В этой борьбе с чувственностью заключалась правда платонизма. И многие мотивы этой естественной платонической аскетики были вобраны в христианский синтез, как некое предварение и предвосхищение благодатного опыта. И, однако, остается бесспорным одно: единственный опыт о самих себе, который нам доступен и доступен испытующей поверке, есть опыт воплощенной жизни.
Человек не есть душа, – во всяком случае, в том современном или эмпирическом своем состоянии, которое мы и знаем по опыту. Человек есть некая “амфибия,” то есть двойное существо. И вот, с христианской точки зрения, в этом общем суждении о человеке Аристотель более прав чем Платон… В философском истолковании своего эсхатологического упования христианская мысль, во всяком случае поначалу, примыкает скорее к Аристотелю. В этом вопросе он, этот прозаик в сонме поэтов, трезвый среди вдохновенных, оказывается ближе “божественного” Платона.
Такое предпочтение может показаться неожиданным и странным.
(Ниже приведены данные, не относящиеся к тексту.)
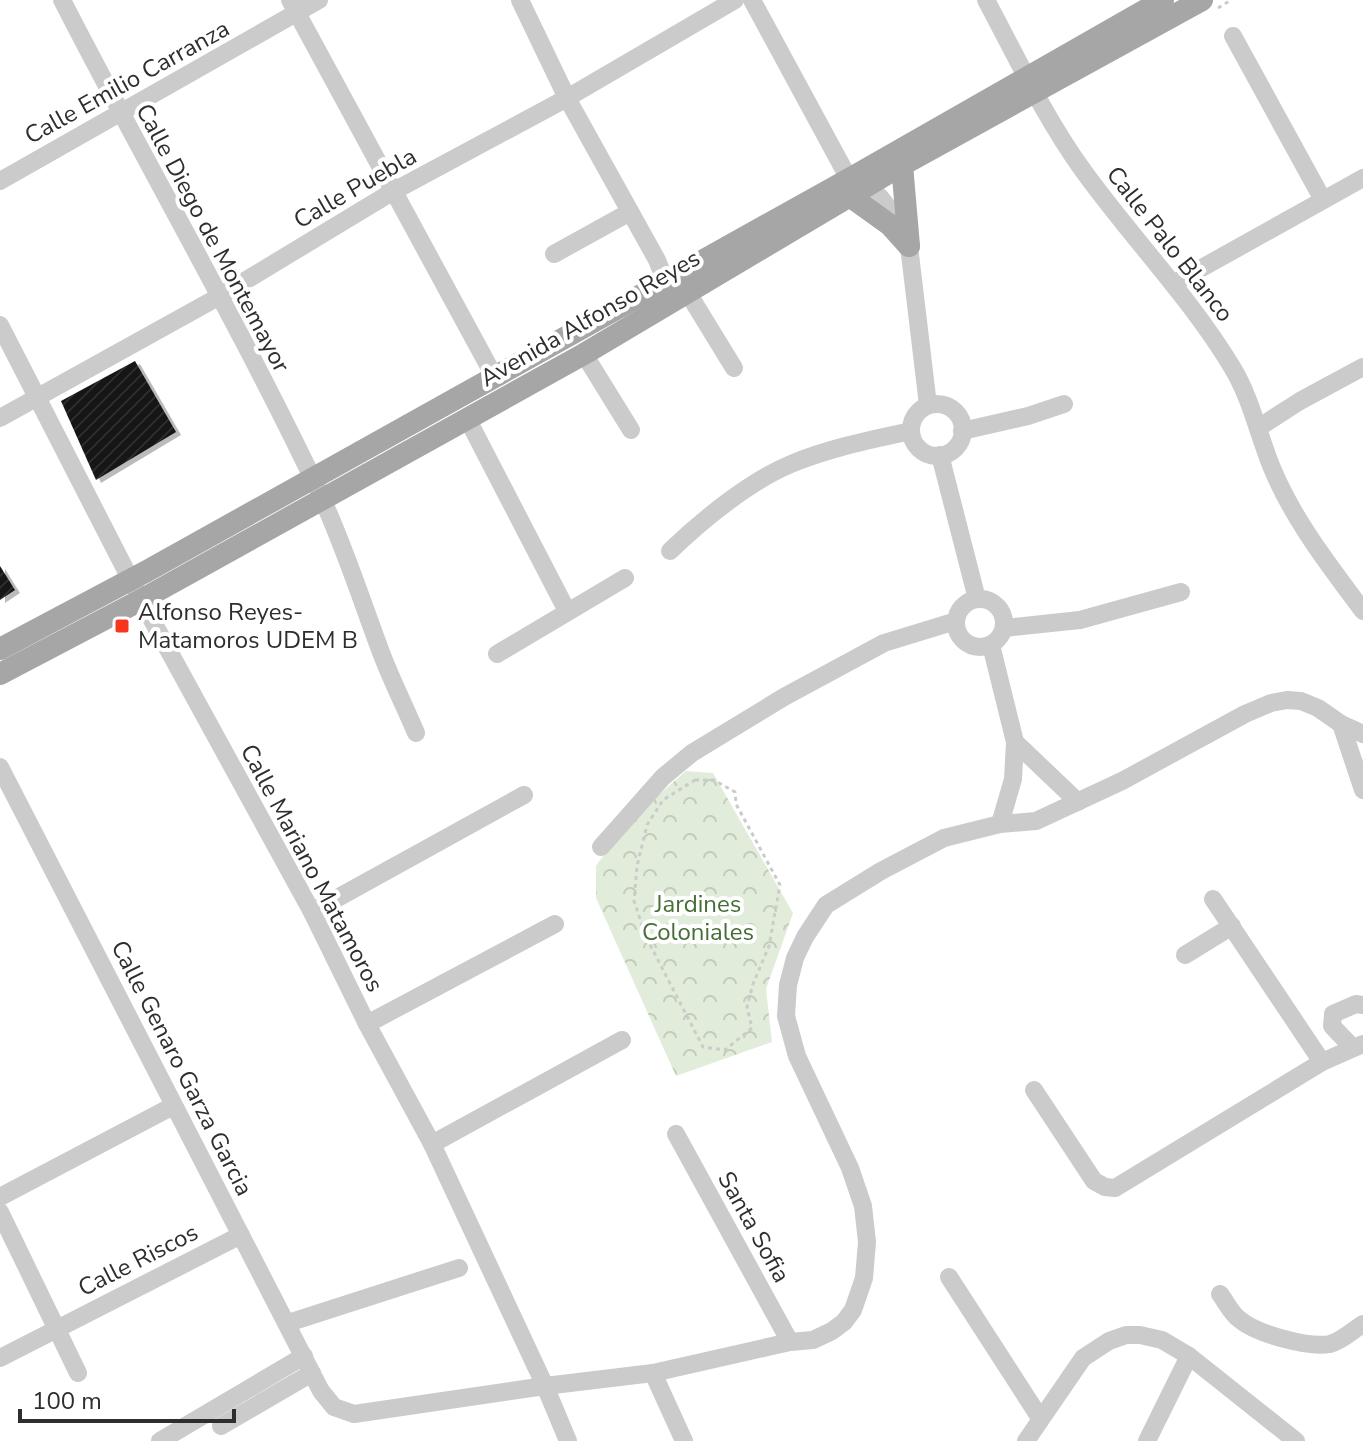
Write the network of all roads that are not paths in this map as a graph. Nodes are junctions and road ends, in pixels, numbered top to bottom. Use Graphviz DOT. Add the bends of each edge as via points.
graph roads {
  1 [pos="62,0"];
  2 [pos="319,0"];
  3 [pos="520,0"];
  4 [pos="735,0"];
  5 [pos="752,0"];
  6 [pos="986,0"];
  7 [pos="1163,0"];
  8 [pos="1202,0"];
  9 [pos="293,7"];
  10 [pos="1233,36"];
  11 [pos="1031,84"];
  12 [pos="567,98"];
  13 [pos="120,114"];
  14 [pos="902,165"];
  15 [pos="1363,178"];
  16 [pos="0,181"];
  17 [pos="857,187"];
  18 [pos="392,192"];
  19 [pos="1323,200"];
  20 [pos="630,212"];
  21 [pos="909,246"];
  22 [pos="554,254"];
  23 [pos="665,280"];
  24 [pos="1173,284"];
  25 [pos="688,293"];
  26 [pos="220,296"];
  27 [pos="0,325"];
  28 [pos="584,354"];
  29 [pos="1363,367"];
  30 [pos="734,368"];
  31 [pos="494,376"];
  32 [pos="38,399"];
  33 [pos="1064,404"];
  34 [pos="928,405"];
  35 [pos="0,418"];
  36 [pos="467,418"];
  37 [pos="1258,428"];
  38 [pos="631,430"];
  39 [pos="911,431"];
  40 [pos="962,431"];
  41 [pos="940,455"];
  42 [pos="311,478"];
  43 [pos="322,498"];
  44 [pos="670,551"];
  45 [pos="625,578"];
  46 [pos="130,580"];
  47 [pos="1181,592"];
  48 [pos="977,599"];
  49 [pos="141,600"];
  50 [pos="567,611"];
  51 [pos="1363,611"];
  52 [pos="956,621"];
  53 [pos="1004,628"];
  54 [pos="991,645"];
  55 [pos="0,649"];
  56 [pos="497,654"];
  57 [pos="0,674"];
  58 [pos="1341,724"];
  59 [pos="416,733"];
  60 [pos="1363,734"];
  61 [pos="1015,742"];
  62 [pos="0,767"];
  63 [pos="1363,790"];
  64 [pos="524,795"];
  65 [pos="1078,802"];
  66 [pos="1000,824"];
  67 [pos="601,847"];
  68 [pos="1213,899"];
  69 [pos="312,912"];
  70 [pos="555,924"];
  71 [pos="1232,926"];
  72 [pos="1185,955"];
  73 [pos="1363,1005"];
  74 [pos="367,1024"];
  75 [pos="622,1040"];
  76 [pos="1358,1046"];
  77 [pos="1322,1062"];
  78 [pos="1034,1090"];
  79 [pos="173,1106"];
  80 [pos="676,1134"];
  81 [pos="432,1144"];
  82 [pos="0,1197"];
  83 [pos="0,1212"];
  84 [pos="241,1235"];
  85 [pos="459,1268"];
  86 [pos="949,1277"];
  87 [pos="1220,1294"];
  88 [pos="288,1323"];
  89 [pos="1363,1324"];
  90 [pos="57,1329"];
  91 [pos="790,1342"];
  92 [pos="1189,1356"];
  93 [pos="0,1358"];
  94 [pos="308,1364"];
  95 [pos="78,1373"];
  96 [pos="653,1373"];
  97 [pos="545,1386"];
  98 [pos="1040,1418"];
  99 [pos="221,1426"];
  100 [pos="1275,1434"];
  101 [pos="160,1441"];
  102 [pos="568,1441"];
  103 [pos="684,1441"];
  104 [pos="1026,1441"];
  105 [pos="1147,1441"];
  106 [pos="1296,1441"];
  1 -- 13 [label="street, Calle Diego de Montemayor"];
  2 -- 9 [label="street, Calle Emilio Carranza"];
  3 -- 12 [label="street"];
  4 -- 12 [label="street, Calle Puebla"];
  5 -- 17 [label="street"];
  6 -- 11 [label="street, Calle Palo Blanco"];
  7 -- 11 [label="main road, Avenida Alfonso Reyes"];
  8 -- 11 [label="main road, Avenida Alfonso Reyes"];
  9 -- 13 [label="street, Calle Emilio Carranza"];
  9 -- 18 [label="street"];
  10 -- 19 [label="street"];
  11 -- 14 [label="main road, Avenida Alfonso Reyes"];
  11 -- 17 [label="main road, Avenida Alfonso Reyes"];
  11 -- 24 [label="street, Calle Palo Blanco" via="1082,169"];
  12 -- 18 [label="street, Calle Puebla"];
  12 -- 20 [label="street"];
  13 -- 16 [label="street, Calle Emilio Carranza"];
  13 -- 26 [label="street, Calle Diego de Montemayor"];
  14 -- 17 [label="main road, Avenida Alfonso Reyes"];
  14 -- 21 [label="main road"];
  15 -- 19 [label="street"];
  17 -- 21 [label="main road"];
  17 -- 23 [label="main road, Avenida Alfonso Reyes"];
  17 -- 25 [label="main road, Avenida Alfonso Reyes"];
  18 -- 26 [label="street, Calle Puebla"];
  18 -- 31 [label="street"];
  19 -- 24 [label="street"];
  20 -- 22 [label="street"];
  20 -- 23 [label="street"];
  21 -- 34 [label="street"];
  23 -- 28 [label="main road"];
  23 -- 31 [label="main road, Avenida Alfonso Reyes"];
  24 -- 37 [label="street, Calle Palo Blanco" via="1233,368"];
  25 -- 28 [label="main road, Avenida Alfonso Reyes"];
  25 -- 30 [label="street"];
  26 -- 32 [label="street, Calle Puebla"];
  26 -- 42 [label="street, Calle Diego de Montemayor"];
  27 -- 32 [label="street, Calle Mariano Matamoros"];
  28 -- 36 [label="main road, Avenida Alfonso Reyes"];
  28 -- 38 [label="street"];
  29 -- 37 [label="street"];
  31 -- 42 [label="main road, Avenida Alfonso Reyes"];
  32 -- 35 [label="street, Calle Puebla"];
  32 -- 46 [label="street, Calle Mariano Matamoros"];
  33 -- 40 [label="street"];
  34 -- 39 [label="street" via="915,415"];
  34 -- 40 [label="street" via="955,411"];
  36 -- 43 [label="main road, Avenida Alfonso Reyes"];
  36 -- 50 [label="street"];
  37 -- 51 [label="street, Calle Palo Blanco" via="1303,530"];
  39 -- 41 [label="street" via="920,450"];
  39 -- 44 [label="street" via="788,465 699,523"];
  40 -- 41 [label="street" via="954,449"];
  41 -- 48 [label="street"];
  42 -- 43 [label="street, Calle Diego de Montemayor"];
  42 -- 46 [label="main road, Avenida Alfonso Reyes"];
  43 -- 49 [label="main road, Avenida Alfonso Reyes"];
  43 -- 59 [label="street, Calle Diego de Montemayor"];
  45 -- 50 [label="street"];
  46 -- 49 [label="street, Calle Mariano Matamoros"];
  46 -- 55 [label="main road, Avenida Alfonso Reyes"];
  47 -- 53 [label="street" via="1080,620"];
  48 -- 52 [label="street" via="963,606"];
  48 -- 53 [label="street" via="998,607"];
  49 -- 57 [label="main road, Avenida Alfonso Reyes"];
  49 -- 69 [label="street, Calle Mariano Matamoros"];
  50 -- 56 [label="street"];
  52 -- 54 [label="street" via="962,640 981,648"];
  52 -- 67 [label="street" via="870,650 692,753 663,777"];
  53 -- 54 [label="street"];
  54 -- 61 [label="street"];
  58 -- 60 [label="street"];
  58 -- 63 [label="street"];
  58 -- 65 [label="street" via="1301,701 1271,703"];
  61 -- 65 [label="street"];
  61 -- 66 [label="street" via="1013,779"];
  62 -- 79 [label="street, Calle Genaro Garza Garcia"];
  64 -- 69 [label="street"];
  65 -- 66 [label="street" via="1036,821"];
  66 -- 91 [label="street" via="944,838 845,892 826,905 795,958 786,1016 791,1039 850,1168 863,1206 867,1242 864,1278 849,1316 813,1340"];
  68 -- 71 [label="street"];
  69 -- 74 [label="street, Calle Mariano Matamoros"];
  70 -- 74 [label="street"];
  71 -- 72 [label="street"];
  71 -- 77 [label="street"];
  73 -- 76 [label="street" via="1333,1014 1332,1026"];
  74 -- 81 [label="street, Calle Mariano Matamoros"];
  75 -- 81 [label="street"];
  76 -- 77 [label="street"];
  77 -- 78 [label="street" via="1115,1188 1094,1181"];
  79 -- 82 [label="street"];
  79 -- 84 [label="street, Calle Genaro Garza Garcia"];
  80 -- 91 [label="street, Santa Sofia"];
  81 -- 97 [label="street, Calle Mariano Matamoros"];
  83 -- 90 [label="street"];
  84 -- 88 [label="street, Calle Genaro Garza Garcia"];
  84 -- 90 [label="street, Calle Riscos"];
  85 -- 88 [label="street"];
  86 -- 98 [label="street"];
  87 -- 89 [label="street" via="1237,1318 1278,1338 1334,1343"];
  88 -- 94 [label="street, Calle Genaro Garza Garcia"];
  90 -- 93 [label="street, Calle Riscos"];
  90 -- 95 [label="street"];
  91 -- 96 [label="street"];
  92 -- 98 [label="street" via="1162,1340 1140,1335 1109,1341 1083,1358"];
  92 -- 100 [label="street"];
  92 -- 105 [label="street"];
  94 -- 97 [label="street, Calle Genaro Garza Garcia" via="334,1407 354,1414"];
  94 -- 99 [label="street"];
  96 -- 97 [label="street"];
  96 -- 103 [label="street"];
  97 -- 102 [label="street, Calle Mariano Matamoros"];
  98 -- 104 [label="street"];
  99 -- 101 [label="street"];
  100 -- 106 [label="street"];
}
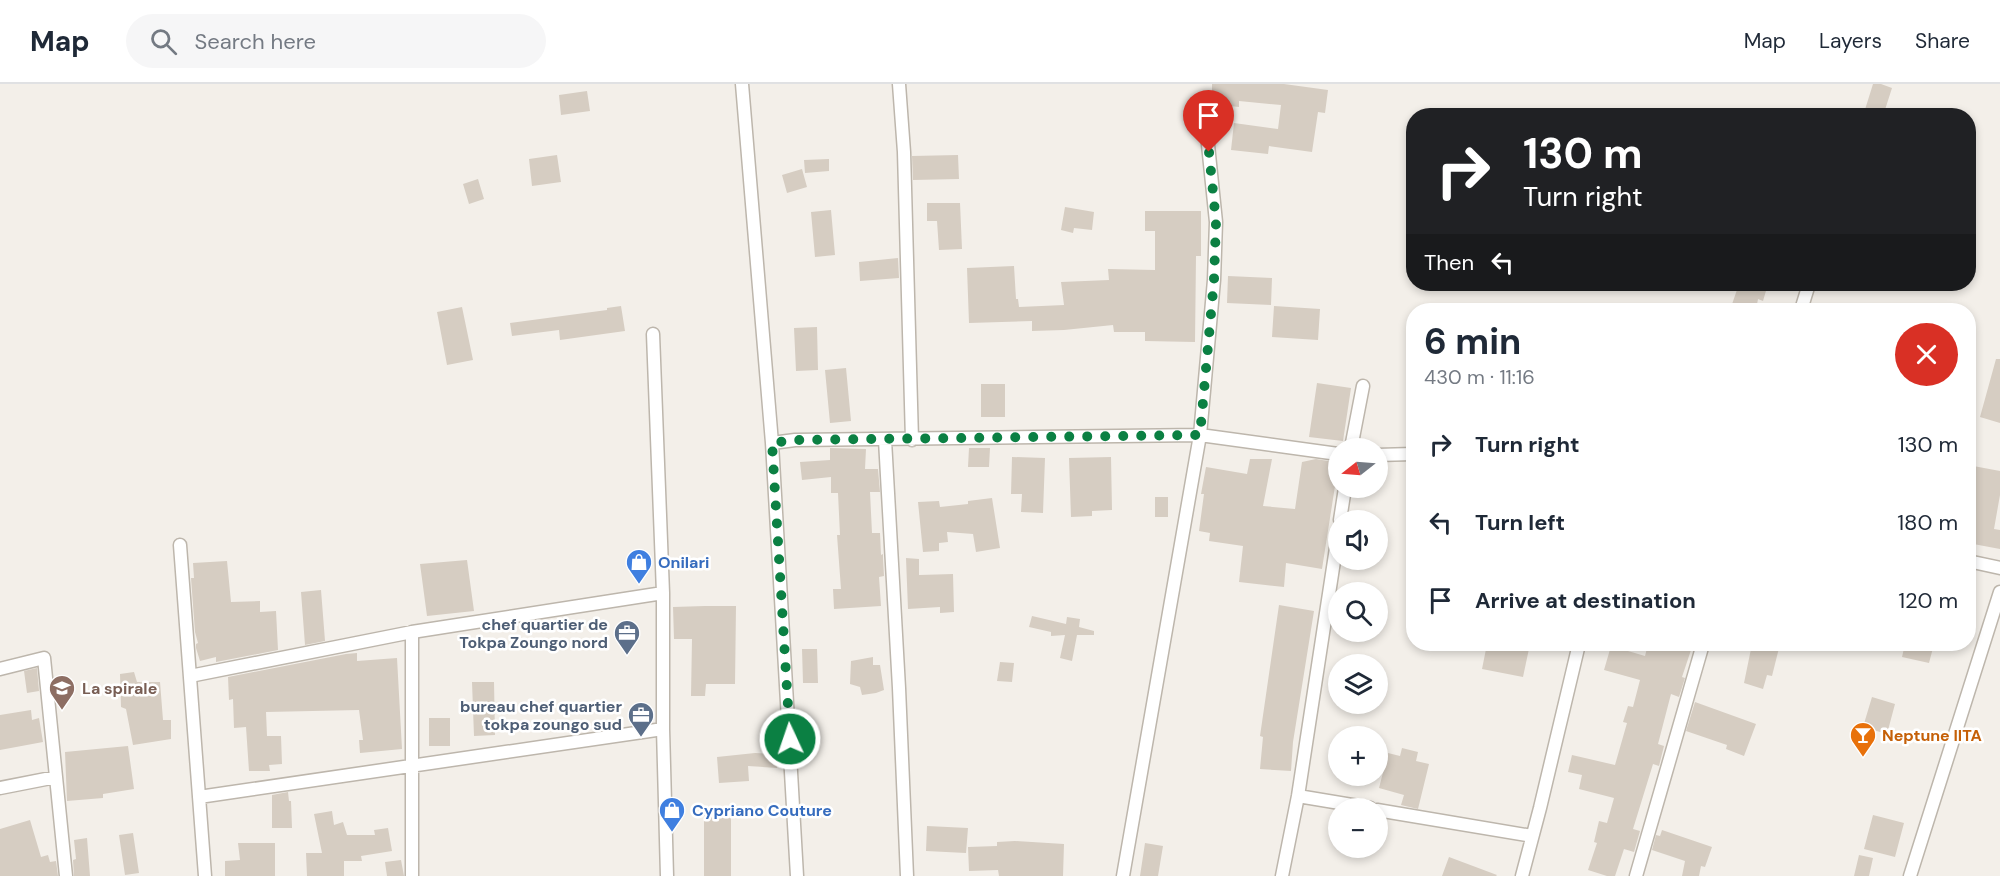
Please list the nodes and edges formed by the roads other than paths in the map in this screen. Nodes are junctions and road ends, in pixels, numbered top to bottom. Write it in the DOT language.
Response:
graph roads {
  1 [pos="742,84"];
  2 [pos="899,84"];
  3 [pos="1204,106"];
  4 [pos="653,334"];
  5 [pos="1363,386"];
  6 [pos="1200,435"];
  7 [pos="1354,438"];
  8 [pos="885,440"];
  9 [pos="912,440"];
  10 [pos="772,443"];
  11 [pos="1328,453"];
  12 [pos="1406,454"];
  13 [pos="1388,455"];
  14 [pos="180,545"];
  15 [pos="1976,563"];
  16 [pos="2000,568"];
  17 [pos="1333,570"];
  18 [pos="2000,592"];
  19 [pos="663,593"];
  20 [pos="412,632"];
  21 [pos="1577,651"];
  22 [pos="1701,651"];
  23 [pos="0,669"];
  24 [pos="190,676"];
  25 [pos="663,729"];
  26 [pos="412,767"];
  27 [pos="56,777"];
  28 [pos="0,788"];
  29 [pos="1298,796"];
  30 [pos="199,797"];
  31 [pos="1328,801"];
  32 [pos="1388,812"];
  33 [pos="1532,836"];
  34 [pos="66,876"];
  35 [pos="205,876"];
  36 [pos="412,876"];
  37 [pos="667,876"];
  38 [pos="797,876"];
  39 [pos="907,876"];
  40 [pos="1123,876"];
  41 [pos="1282,876"];
  42 [pos="1522,876"];
  43 [pos="1636,876"];
  44 [pos="1910,876"];
  1 -- 10 [label="street"];
  2 -- 9 [label="street"];
  3 -- 6 [label="street"];
  4 -- 19 [label="street"];
  5 -- 7 [label="street"];
  6 -- 9 [label="street"];
  6 -- 11 [label="street"];
  6 -- 40 [label="street"];
  8 -- 9 [label="street"];
  8 -- 10 [label="street"];
  8 -- 39 [label="street"];
  10 -- 38 [label="street"];
  12 -- 13 [label="street"];
  14 -- 24 [label="street"];
  15 -- 16 [label="street"];
  17 -- 29 [label="street"];
  18 -- 44 [label="street"];
  19 -- 20 [label="street"];
  19 -- 25 [label="street"];
  20 -- 24 [label="street"];
  20 -- 26 [label="street"];
  21 -- 33 [label="street"];
  22 -- 43 [label="street"];
  23 -- 27 [label="street"];
  24 -- 30 [label="street"];
  25 -- 26 [label="street"];
  25 -- 37 [label="street"];
  26 -- 30 [label="street"];
  26 -- 36 [label="street"];
  27 -- 28 [label="street"];
  27 -- 34 [label="street"];
  29 -- 31 [label="street"];
  29 -- 41 [label="street"];
  30 -- 35 [label="street"];
  32 -- 33 [label="street"];
  33 -- 42 [label="street"];
}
Ведь, строго говоря, по Аристотелю у человека нет и не может быть никакой загробной судьбы. Человек, в его понимании, есть вполне земное существо. За гробом уже нет человека. Человек смертен насквозь, как и все земное, и умирает безвозвратно. Но именно в этой слабости Аристотеля заключается его сила, ибо ему удалось доказать единство эмпирического человека.
Для Аристотеля человек есть, прежде всего, некое естественное “существо” или особь, некое “единое живое.” И единое именно из двух и в двух: оба существуют только вместе, в некоем изначальном и неразделимом сочетании. В “теле” вещество “образуется” именно душою, и душа только в теле находит свою “действительность.” В своей книге “О душе” Аристотель с большой настойчивостью разъясняет, что в разделении “души” и “тела” человека уже не будет... Душа есть “форма” тела и его “предел,” или “первая энтелехия естественного тела.” Аристотель утверждает совершенную единственность каждого человеческого существования, данного вот “здесь” и “теперь.” Именно поэтому для Аристотеля было вполне недопустимым любое предположение о “переселениях” или “перевоплощениях” душ, – каждое тело имеет свою собственную душу, свой “облик” и “форму”.
Это антропологическое учение Аристотеля двузначно, и поэтому поддается самому вульгарному упрощению, превращаясь в грубый натурализм, в котором человек приравнивается к прочим животным. Так и заключали о нем некоторые из древних последователей Стагирита (в его учении о душе, как о “гармонии” тела). Но сам Аристотель в этом лжеучении неповинен.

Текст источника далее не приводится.